Selecteer een pagina

Dalarna overige

[wpseo_breadcrumb]

a. Astuf type Idkerberg   –   b. Digerberg Tuffiet   –   c. Digerberg Conglomeraat   –   d. Idre Conglomeraat   –   e. Pisoliet v Dalarna   –   f.  Särnaiet   –   g. Särnaïet Tinguaïet

a. Astuf van Dalarna type Idkerberg.

De stenen die we hier tonen zijn afkomstig uit het dorpje Ryssa in Dalarna. Dit dorpje ligt aan de westkant van het Siljan Meer, 12 km zuidelijk van Mora. Deze stenen komen volledig overeen met de beschrijvingen, die door Zandstra (1988) en Hesemann (1975) zijn gegeven voor de “Astuf van Idkerberg”. Dit dorpje ligt ruim 10 km zuidwestelijk van Borlänge.
Deze stenen behoren bij de pyroklastische sedimenten. Bij een hevige vulkaanuitbarsting heeft neerslag van vulkanische as op rode Dalarna zandsteen plaats gevonden. Deze vulkanische as heeft zich vermengd met het zandsteenmateriaal. Het resultaat is een gesteente met een roodgetinte grondmassa die min of meer een mengsel is van tuf en zandsteen. Er zijn allerlei overgangen van bijna totale astuf tot zandsteen. De rode kleuren zijn ontstaan onder invloed van het ijzermineraal hematiet, dat in de as aanwezig was.Ook in de zandstenen zat hematiet.
De stenen vertonen gewoonlijk wat gelaagdheid.
Kenmerkend zijn de verspreide of laagsgewijze groenachtige, rode of gele vlekken. Soms zijn ze uitgewalst in lenzen. (Zie steen 1) Dan weer zijn ze rondachtig. Vooral steen 4 vertoont opvallende, soms kogelachtige vlekken. De vlekken in de stenen zorgen voor kenmerkende kleurcontrasten. Voor de samenstelling van de vlekken is microscopisch onderzoek noodzakelijk.
De rode kleuren in de vlekken schijnen weer te zijn ontstaan ten gevolge van de invloed van ijzer. De groene vlekken zijn volgens Hesemann gesteenteresten die niet door ijzerinvloeden zijn beïnvloed.

b. Digerbergtuffiet.

Digerbergtuffen zijn over het algemeen rood, bruin of grijsachtig van kleur. De grondmassa bestaat vaak uit zeer fijn hoekig gruis met daarin grotere stukjes gesteente van verschillende stenen uit het Dalarna gebied.
Door de aanwezigheid van de grotere afgeronde steentjes zijn de Digerbergtuffen over het algemeen wat conglomeratisch. Soms is er iets zichtbaar van gelaagdheid.

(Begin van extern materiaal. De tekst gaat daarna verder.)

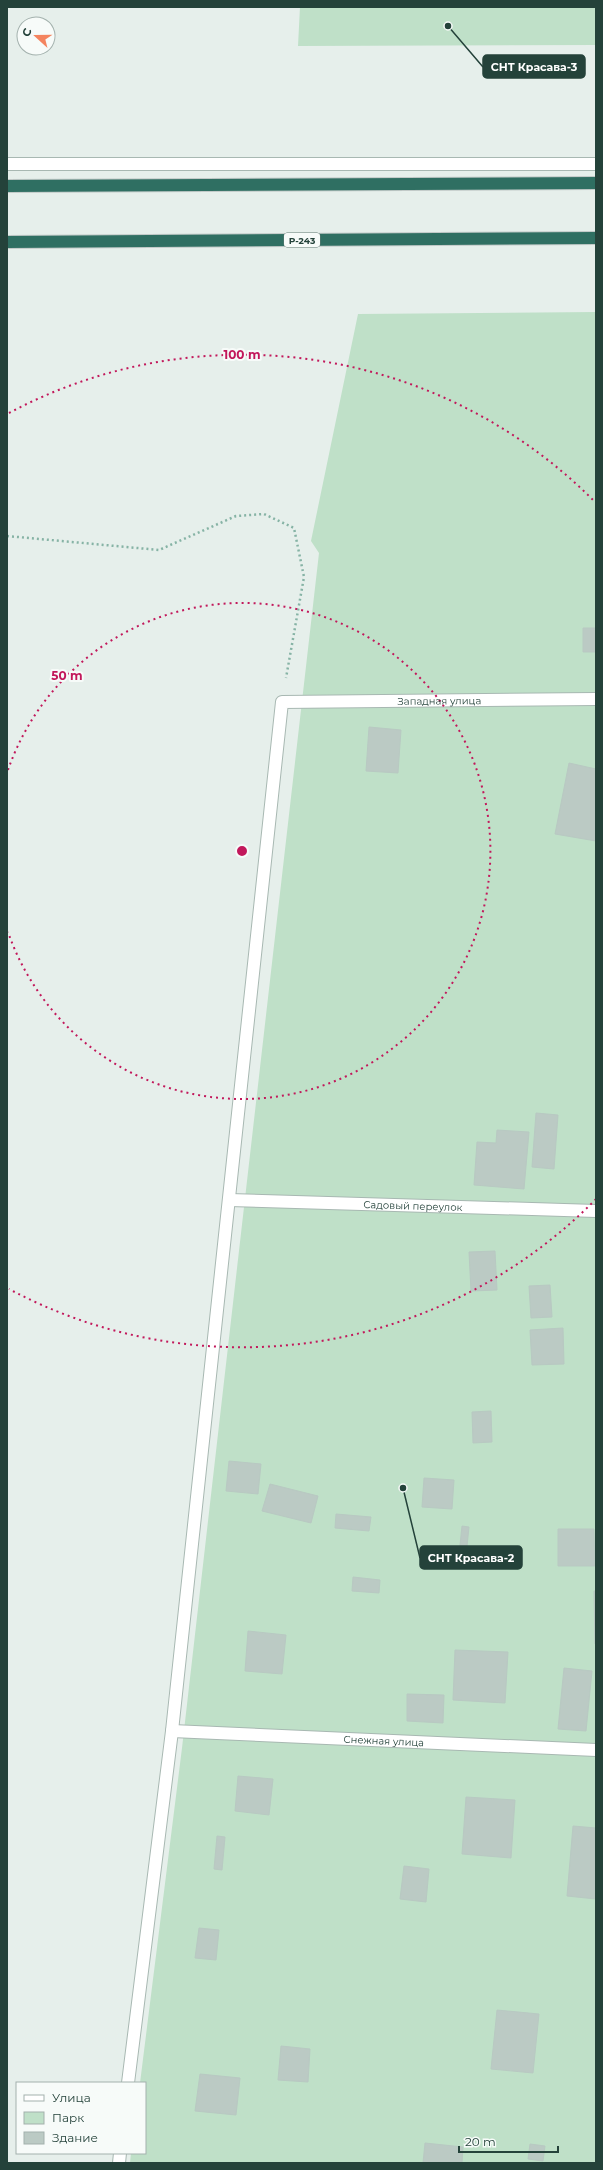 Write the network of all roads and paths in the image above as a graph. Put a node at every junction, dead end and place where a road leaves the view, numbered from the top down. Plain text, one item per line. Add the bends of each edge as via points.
1 (7, 164) edge
2 (596, 164) edge
3 (596, 183) edge
4 (7, 186) edge
5 (596, 238) edge
6 (7, 242) edge
7 (7, 536) edge
8 (596, 699) edge
9 (282, 702) junction
10 (229, 1200) junction
11 (596, 1211) edge
12 (172, 1731) junction
13 (596, 1750) edge
14 (128, 2082) edge

1 - 2 street
3 - 4 highway
5 - 6 highway, Р-243
7 - 9 path via 159,550 236,516 264,514 294,528 304,577
8 - 9 street, Западная улица
9 - 10 street
10 - 11 street, Садовый переулок
10 - 12 street
12 - 13 street, Снежная улица
12 - 14 street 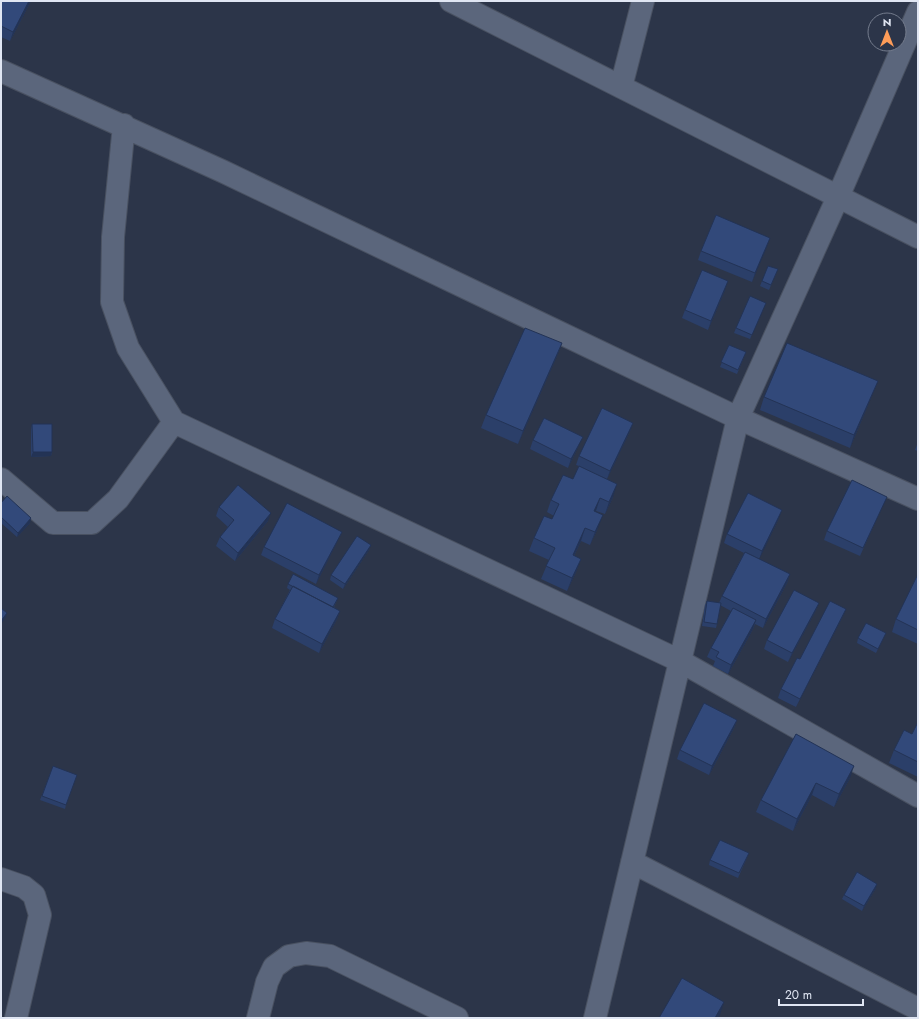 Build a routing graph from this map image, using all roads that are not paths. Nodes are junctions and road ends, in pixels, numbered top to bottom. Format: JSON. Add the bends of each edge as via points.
{"nodes":[{"id":1,"x":451,"y":1,"type":"edge"},
{"id":2,"x":643,"y":1,"type":"edge"},
{"id":3,"x":918,"y":12,"type":"edge"},
{"id":4,"x":3,"y":77,"type":"edge"},
{"id":5,"x":621,"y":87,"type":"junction"},
{"id":6,"x":124,"y":125,"type":"junction"},
{"id":7,"x":838,"y":197,"type":"junction"},
{"id":8,"x":918,"y":238,"type":"edge"},
{"id":9,"x":738,"y":418,"type":"junction"},
{"id":10,"x":174,"y":422,"type":"junction"},
{"id":11,"x":1,"y":479,"type":"edge"},
{"id":12,"x":918,"y":499,"type":"edge"},
{"id":13,"x":680,"y":661,"type":"junction"},
{"id":14,"x":918,"y":796,"type":"edge"},
{"id":15,"x":632,"y":862,"type":"junction"},
{"id":16,"x":1,"y":879,"type":"edge"},
{"id":17,"x":918,"y":1010,"type":"edge"},
{"id":18,"x":16,"y":1018,"type":"edge"},
{"id":19,"x":258,"y":1018,"type":"edge"},
{"id":20,"x":457,"y":1018,"type":"edge"},
{"id":21,"x":595,"y":1018,"type":"edge"}],
"edges":[{"from":1,"to":5,"type":"street"},
{"from":2,"to":5,"type":"street"},
{"from":3,"to":7,"type":"street"},
{"from":4,"to":6,"type":"street"},
{"from":5,"to":7,"type":"street"},
{"from":6,"to":9,"type":"street"},
{"from":6,"to":10,"type":"street","via":[[113,237],[112,302],[128,348]]},
{"from":7,"to":8,"type":"street"},
{"from":7,"to":9,"type":"street"},
{"from":9,"to":12,"type":"street"},
{"from":9,"to":13,"type":"street"},
{"from":10,"to":11,"type":"street","via":[[118,499],[92,523],[54,523]]},
{"from":10,"to":13,"type":"street"},
{"from":13,"to":14,"type":"street"},
{"from":13,"to":15,"type":"street"},
{"from":15,"to":17,"type":"street"},
{"from":15,"to":21,"type":"street"},
{"from":16,"to":18,"type":"street","via":[[24,887],[34,895],[40,916]]},
{"from":19,"to":20,"type":"street","via":[[267,982],[274,967],[288,956],[306,953],[330,956]]}]} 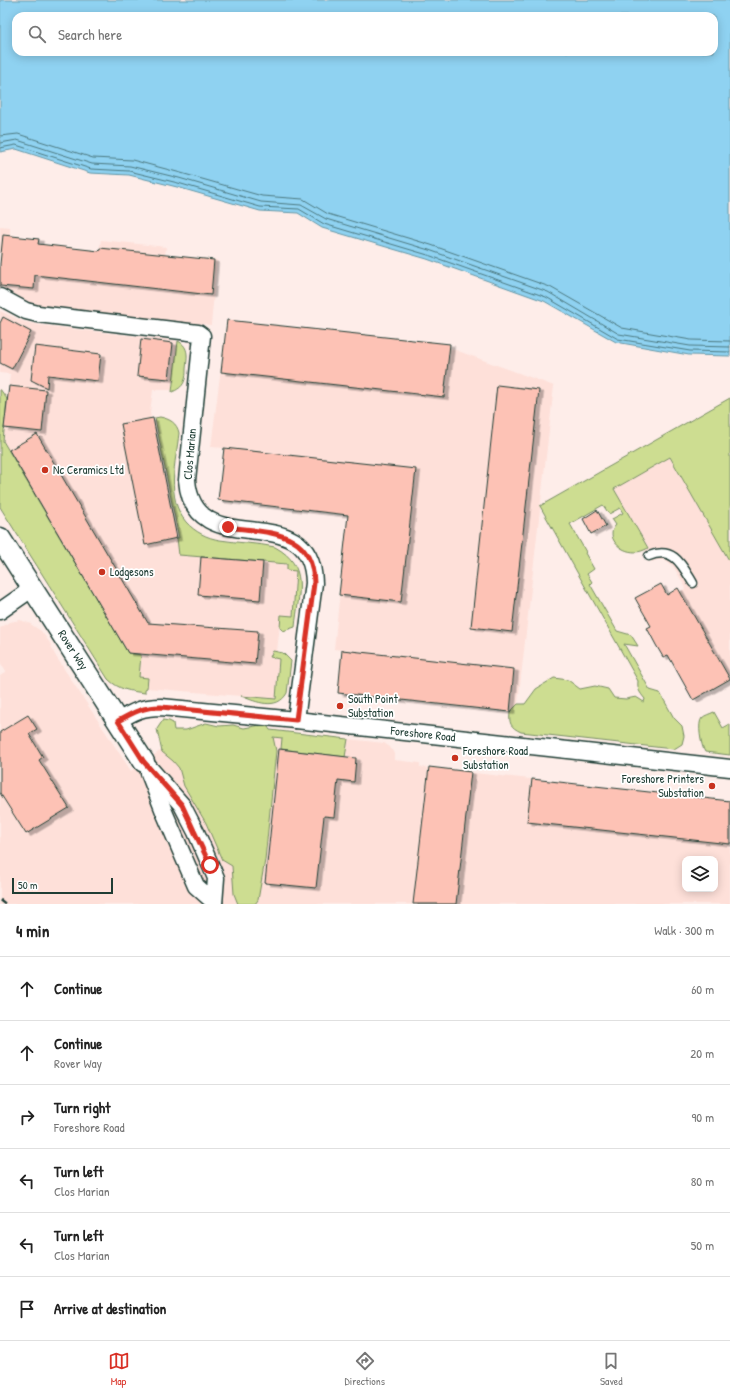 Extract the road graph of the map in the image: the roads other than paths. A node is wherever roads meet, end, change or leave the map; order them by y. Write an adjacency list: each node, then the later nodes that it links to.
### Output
1 (0, 297): 7 (street, Clos Marian)
2 (0, 538): 5 (street, Rover Way)
3 (649, 556): 4 (lane)
4 (693, 584)
5 (33, 588): 6 (street); 8 (street, Rover Way)
6 (0, 611)
7 (296, 720): 8 (street, Foreshore Road); 10 (street, Foreshore Road)
8 (118, 721): 9 (street, Rover Way)
9 (144, 762): 11 (street); 11 (street)
10 (730, 768)
11 (214, 903) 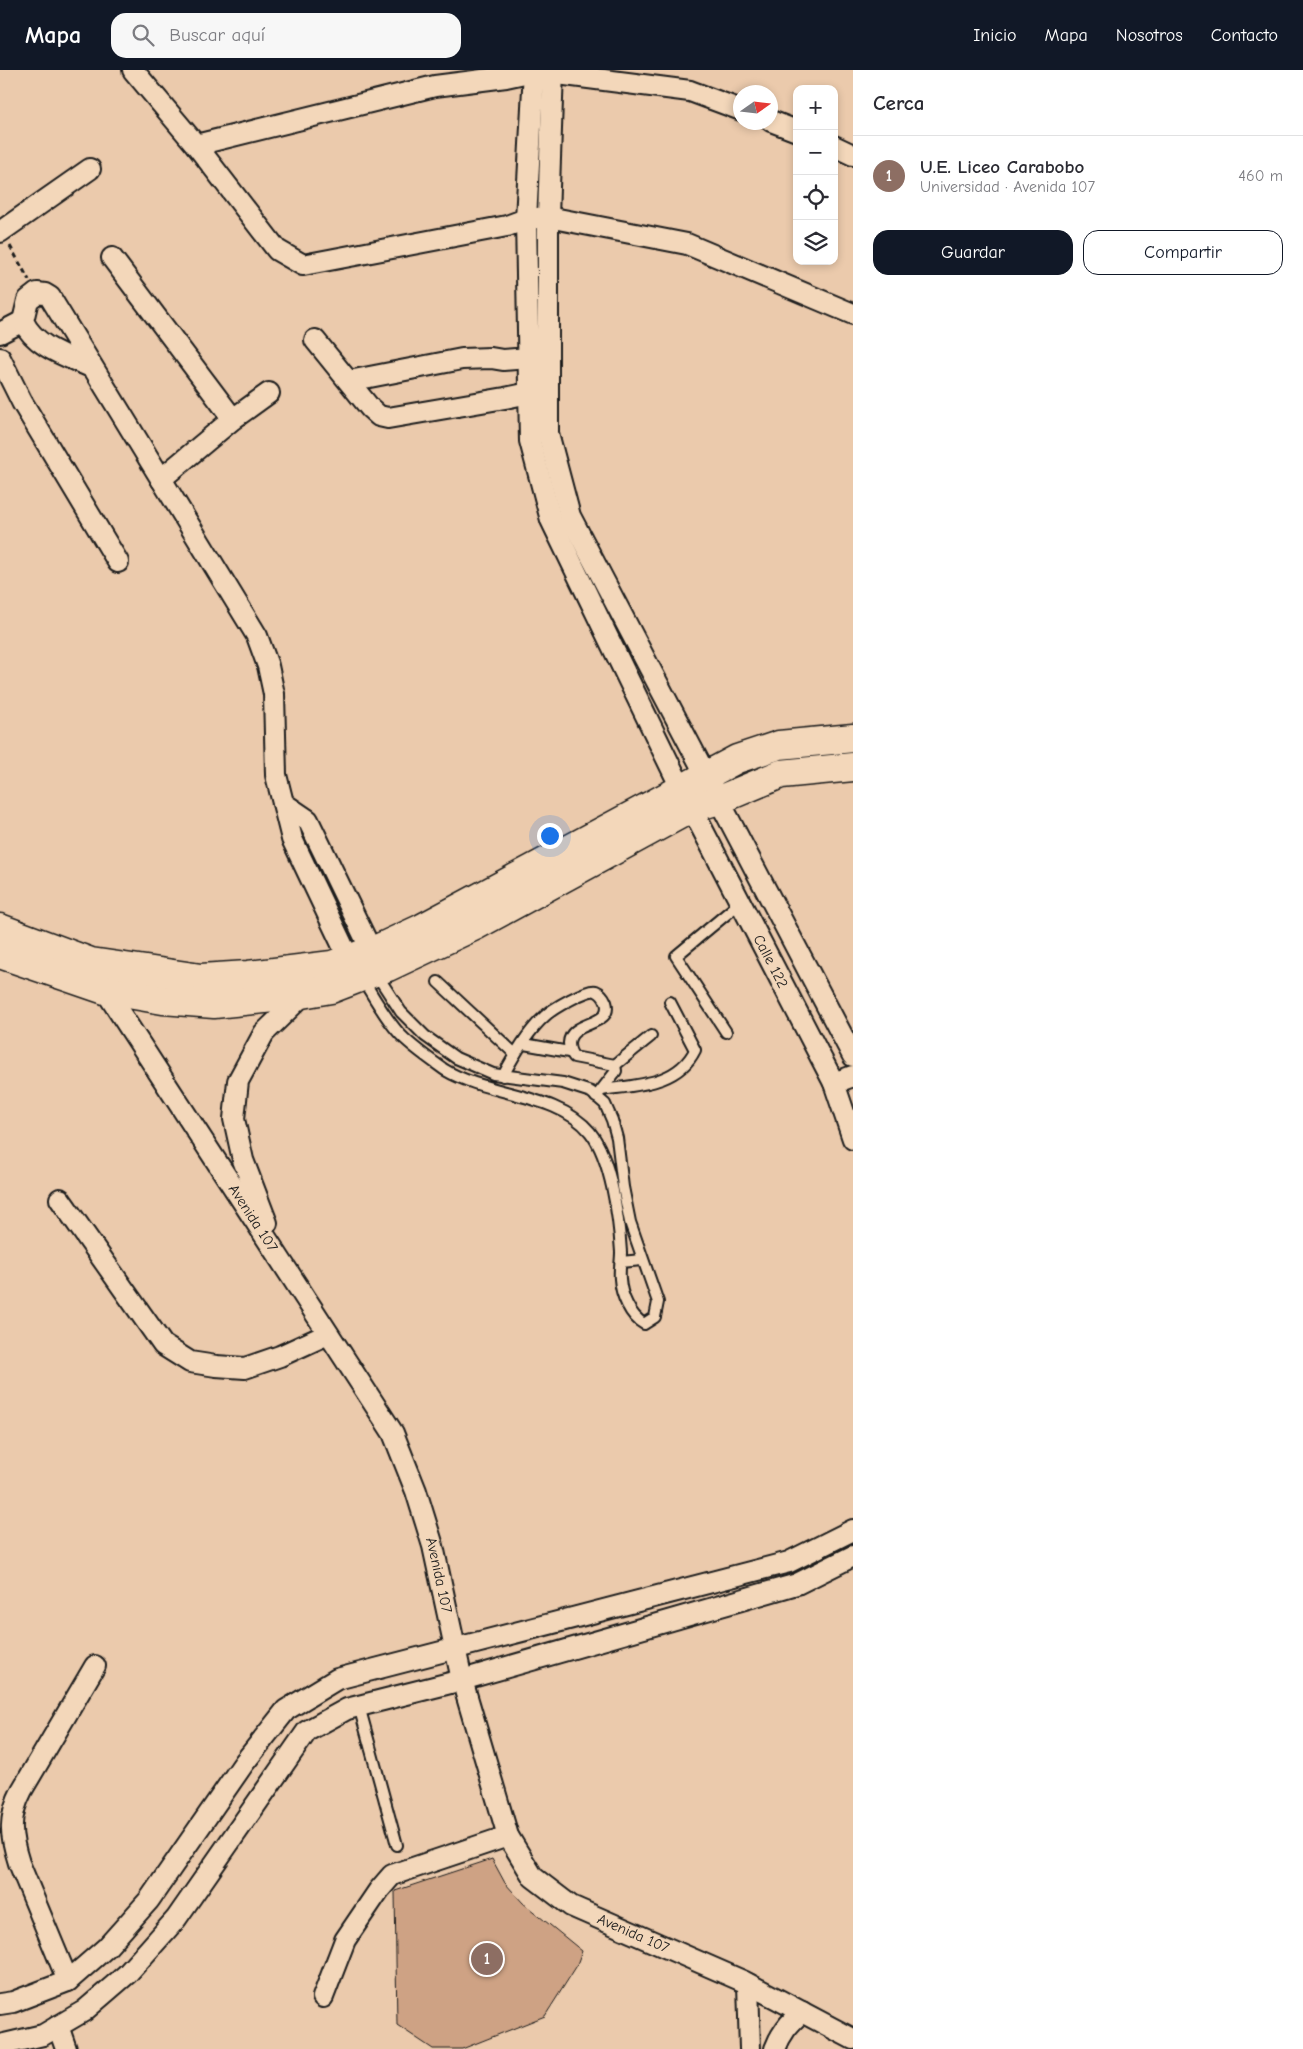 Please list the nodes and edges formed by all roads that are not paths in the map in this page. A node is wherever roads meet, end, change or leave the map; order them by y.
1 (133, 70) edge
2 (544, 71) edge
3 (733, 107) edge
4 (778, 124) edge
5 (794, 130) edge
6 (196, 145) junction
7 (838, 148) edge
8 (853, 155) edge
9 (90, 169) dead end
10 (548, 217) junction
11 (526, 219) junction
12 (0, 232) edge
13 (112, 258) dead end
14 (853, 314) edge
15 (23, 321) junction
16 (0, 333) edge
17 (314, 340) dead end
18 (0, 358) edge
19 (529, 358) junction
20 (91, 367) junction
21 (349, 381) junction
22 (529, 392) junction
23 (269, 393) dead end
24 (233, 419) junction
25 (161, 479) junction
26 (118, 562) dead end
27 (853, 738) edge
28 (853, 767) edge
29 (705, 774) junction
30 (687, 798) junction
31 (719, 800) junction
32 (741, 902) junction
33 (0, 928) edge
34 (0, 954) edge
35 (364, 965) junction
36 (438, 982) dead end
37 (105, 990) junction
38 (305, 993) junction
39 (670, 1002) dead end
40 (726, 1032) dead end
41 (651, 1036) dead end
42 (524, 1044) junction
43 (569, 1052) junction
44 (515, 1054) junction
45 (853, 1056) edge
46 (615, 1064) junction
47 (503, 1076) junction
48 (844, 1079) edge
49 (599, 1093) junction
50 (853, 1139) edge
51 (60, 1199) dead end
52 (280, 1257) junction
53 (642, 1260) junction
54 (620, 1262) junction
55 (328, 1334) junction
56 (853, 1530) edge
57 (853, 1556) edge
58 (456, 1649) junction
59 (95, 1666) dead end
60 (462, 1680) junction
61 (359, 1706) junction
62 (508, 1836) junction
63 (397, 1846) dead end
64 (68, 1981) junction
65 (748, 1984) junction
66 (323, 1998) dead end
67 (0, 2004) edge
68 (802, 2012) junction
69 (49, 2037) edge
70 (853, 2040) edge
71 (0, 2045) edge
72 (66, 2049) edge
73 (750, 2049) edge
74 (774, 2049) edge

1 - 6 street
2 - 3 street
2 - 6 street
2 - 10 street, Calle 122
2 - 11 street, Calle 122
4 - 5 street
6 - 11 street
7 - 8 street
9 - 12 street
10 - 11 street
10 - 14 street
10 - 29 street, Calle 122
11 - 19 street, Calle 122
13 - 24 street
15 - 16 street
15 - 20 street
15 - 20 street
17 - 21 street
18 - 26 street
19 - 21 street
19 - 22 street, Calle 122
20 - 25 street
21 - 22 street
22 - 30 street, Calle 122
23 - 24 street
24 - 25 street
25 - 35 street
27 - 29 street
28 - 31 street
29 - 30 street
29 - 31 street, Calle 122
30 - 31 street
30 - 32 street, Calle 122
30 - 35 street
31 - 45 street, Calle 122
32 - 40 lane
32 - 48 street, Calle 122
33 - 35 street
34 - 37 street
35 - 38 street
35 - 47 lane
35 - 54 lane
36 - 44 lane
37 - 38 street
37 - 52 street, Avenida 107
38 - 52 street
39 - 49 lane
41 - 46 lane
42 - 43 lane
42 - 43 lane
42 - 44 lane
43 - 46 lane
44 - 47 lane
46 - 49 lane
47 - 49 lane
48 - 50 street, Calle 122
49 - 53 lane
51 - 55 street
52 - 55 street, Avenida 107
53 - 54 lane
53 - 54 lane
55 - 58 street, Avenida 107
56 - 58 street
57 - 60 street
58 - 60 street, Avenida 107
58 - 64 street
59 - 64 street
60 - 61 street
60 - 62 street, Avenida 107
61 - 63 lane
61 - 69 street
62 - 65 street, Avenida 107
62 - 66 street
64 - 67 street
65 - 68 street, Avenida 107
65 - 73 street
68 - 70 street, Avenida 107
68 - 74 street
69 - 71 street
69 - 72 street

c. Digerbergconglomeraat (1,65 miljard jaren)

Digerbergconglomeraat is over het algemeen een zeer grof conglomeraat. De rolstenen in het gesteente zijn meestal porfieren en porfirieten. Het bindmiddel tussen deze rolstenen verschilt in grofheid. Men kan van een conglomeraat pas met zekerheid zeggen dat het een Digerbergconglomeraat is, als het rolsteenmateraal aanwijsbaar uit Dalarnagesteenten bestaat.

d. Idre-conglomeraat.

Tussen Idre en de Noorse grens komen in de omgeving van Drevdagen conglomeraten voor, die wel Idre-conglomeraat worden genoemd. In de literatuur wordt dit gesteente weinig genoemd en het is niet zeker of dit gesteente bij de gidsgesteenten thuishoort.
De Idre-conglomeraten zijn echter stenen met kenmerken, die hen onderscheiden van andere conglomeraten.
In de eerste plaats hebben ze de kenmerkende kleur van de Idrekwartsporfieren en dit gesteente komt ook als rolsteentjes voor in de conglomeraten. Vooral in de steen van foto 1 is dit duidelijk te zien. Opvallend zijn de rode veldspaatvlekken. Ze komen voor in beide stenen. De steen van foto 3 heeft een grondmassa die doet denken aan een tuffiet. Mogelijk is de naam tuffiet hier beter op zijn plaats dan de benaming conglomeraat.

e. Pisoliet van Dalarna

Pisolieten behoren eigenlijk tot de Tuffieten. Zandstra hanteert in de “Platenatlas 1999” de naam: Pisolitische Dalarnaporfier-Tuffiet. Dit Tuffiet-achtige karakter is goed zichtbaar op detailfoto 4, waar een aantal, over de grondmassa verdeelde gesteentefragmentjes, duidelijk zichtbaar zijn
In de harde, dichte grondmassa vinden we een aantal opvallende “bolletjes”, die ongeveer de grootte van een erwt bereiken. (De naam Pisoliet is afgeleid van het Griekse woord “pea”, oftewel “erwt”)
De bolletjes hebben een rand die zowel op het gesteenteoppervlak als op het zaagvlak duidelijk donkerder is dan de kern van het bolletje, die ongeveer de kleur heeft van de grondmassa. (Foto”s 1 en 2) Het verschil in kleur wordt veroorzaakt door het meer glasachtige karakter van de rand.
Dat de donkere rand van de pisolieten harder is dan de kern is vrij goed zichtbaar op detailfoto 4, waar de kern door grotere verwering iets dieper ligt dan de rand.
Over het ontstaan van Pisolieten is in de gangbare literatuur weinig informatie te krijgen. Bovendien zijn de verklaringen sterk verschillend. Zandstra (1988) vermeldt, dat het gesteente is ontstaan als gevolg van vulkanisme op het moment, dat het gesteente aan licht was blootgesteld. Een andere theorie gaat uit van het ontstaan in ondiepe zeeën door de aangroei van kwarts of kalk rondom kernen.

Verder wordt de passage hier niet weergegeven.